**ACTIVITY:**
Your answer must be every line of the data below that holds the string "road", copied exactly.

**Stored items:**
****************************************
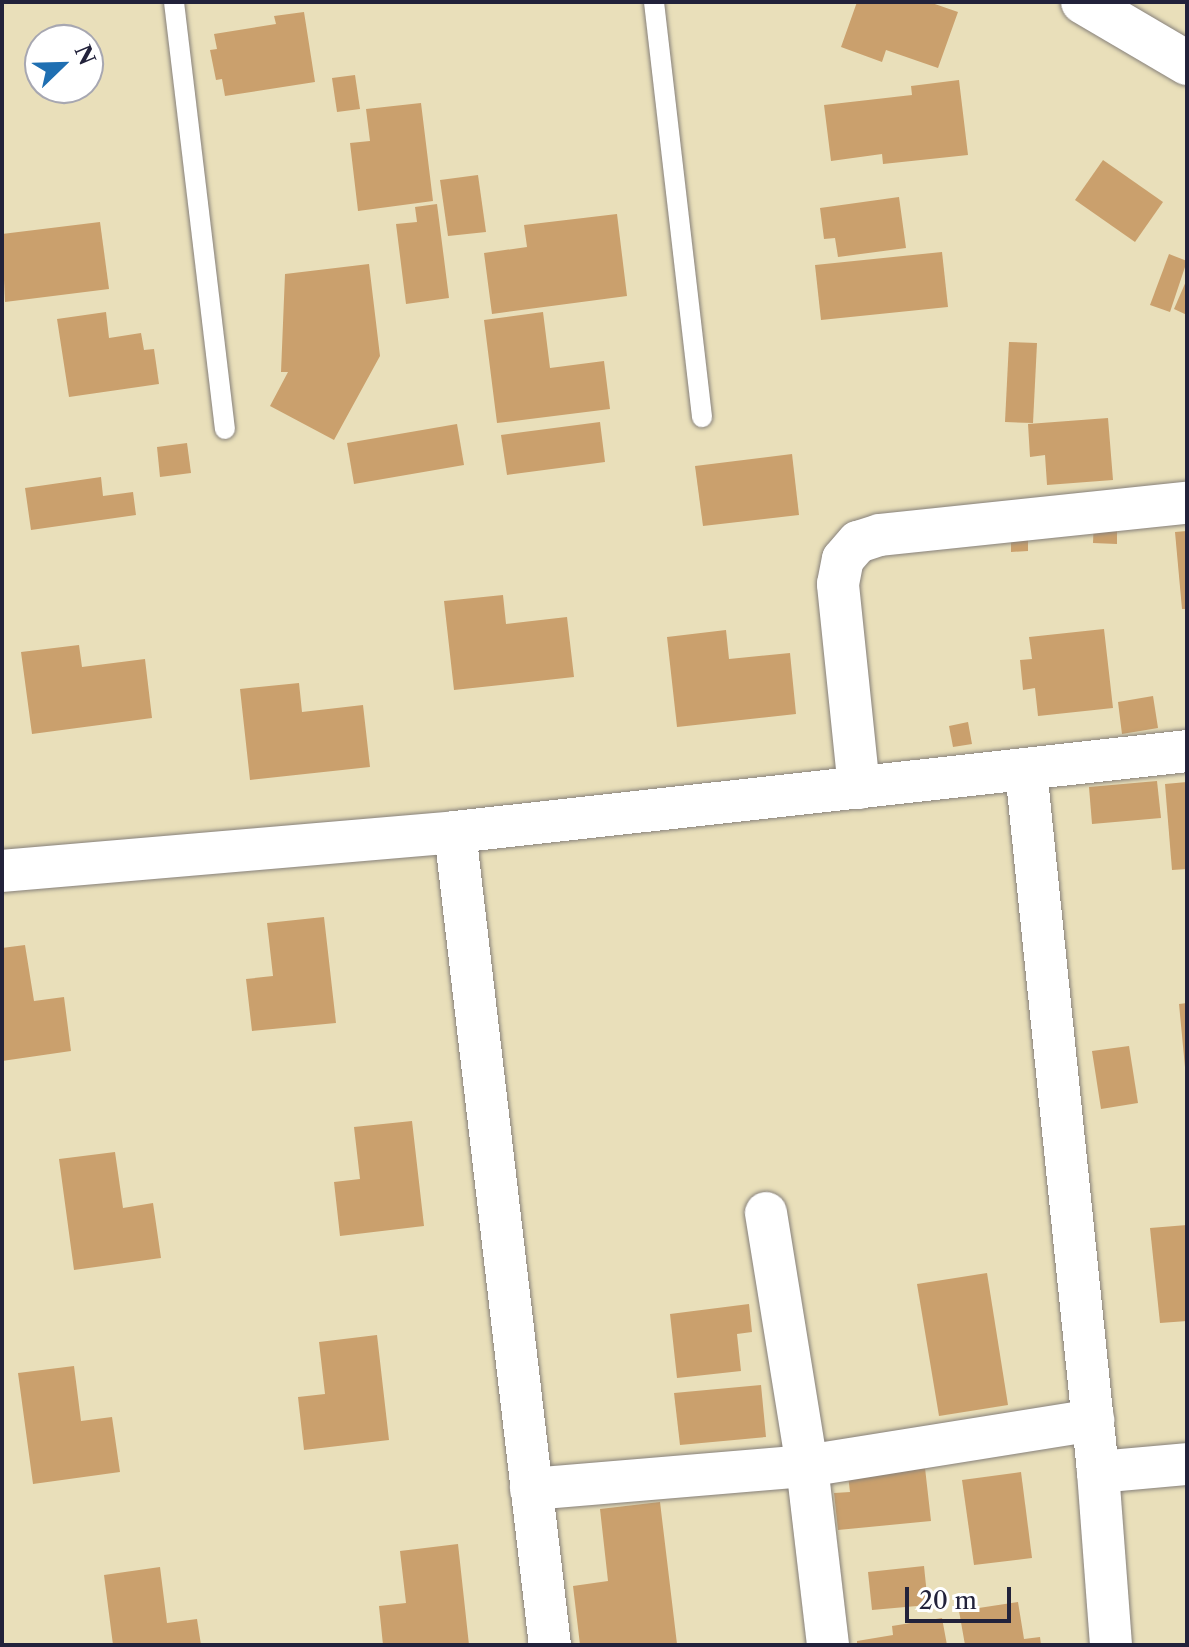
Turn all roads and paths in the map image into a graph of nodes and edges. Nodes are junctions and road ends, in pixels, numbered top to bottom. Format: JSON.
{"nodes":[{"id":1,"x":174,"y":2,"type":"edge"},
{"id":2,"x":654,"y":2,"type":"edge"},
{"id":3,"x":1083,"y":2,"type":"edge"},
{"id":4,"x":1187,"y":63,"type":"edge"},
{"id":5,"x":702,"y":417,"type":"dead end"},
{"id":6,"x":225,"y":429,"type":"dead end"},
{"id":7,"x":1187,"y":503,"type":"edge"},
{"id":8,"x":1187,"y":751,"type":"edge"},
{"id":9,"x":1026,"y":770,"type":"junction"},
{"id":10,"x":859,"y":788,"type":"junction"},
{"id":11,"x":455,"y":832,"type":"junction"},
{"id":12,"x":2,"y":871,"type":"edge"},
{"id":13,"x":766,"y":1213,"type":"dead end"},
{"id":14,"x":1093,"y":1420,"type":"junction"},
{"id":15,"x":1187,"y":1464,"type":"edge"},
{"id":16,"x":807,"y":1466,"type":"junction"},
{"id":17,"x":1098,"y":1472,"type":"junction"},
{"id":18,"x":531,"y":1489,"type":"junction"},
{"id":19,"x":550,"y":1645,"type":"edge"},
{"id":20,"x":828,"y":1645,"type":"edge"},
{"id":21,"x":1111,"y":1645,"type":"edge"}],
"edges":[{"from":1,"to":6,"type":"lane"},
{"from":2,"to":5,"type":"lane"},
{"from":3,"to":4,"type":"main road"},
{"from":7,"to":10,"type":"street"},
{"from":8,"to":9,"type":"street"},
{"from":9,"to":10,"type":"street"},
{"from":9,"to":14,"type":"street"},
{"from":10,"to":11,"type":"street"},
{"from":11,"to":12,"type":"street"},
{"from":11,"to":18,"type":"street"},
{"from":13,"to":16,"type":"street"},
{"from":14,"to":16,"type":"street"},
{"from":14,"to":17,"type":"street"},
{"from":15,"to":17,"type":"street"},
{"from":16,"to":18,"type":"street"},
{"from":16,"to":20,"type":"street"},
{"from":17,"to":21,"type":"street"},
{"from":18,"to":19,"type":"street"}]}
****************************************
**TASK OUTPUT:**
Turn all roads and paths in the map image into a graph of nodes and edges. Nodes are junctions and road ends, in pixels, numbered top to bottom. Format: JSON.
{"from":3,"to":4,"type":"main road"},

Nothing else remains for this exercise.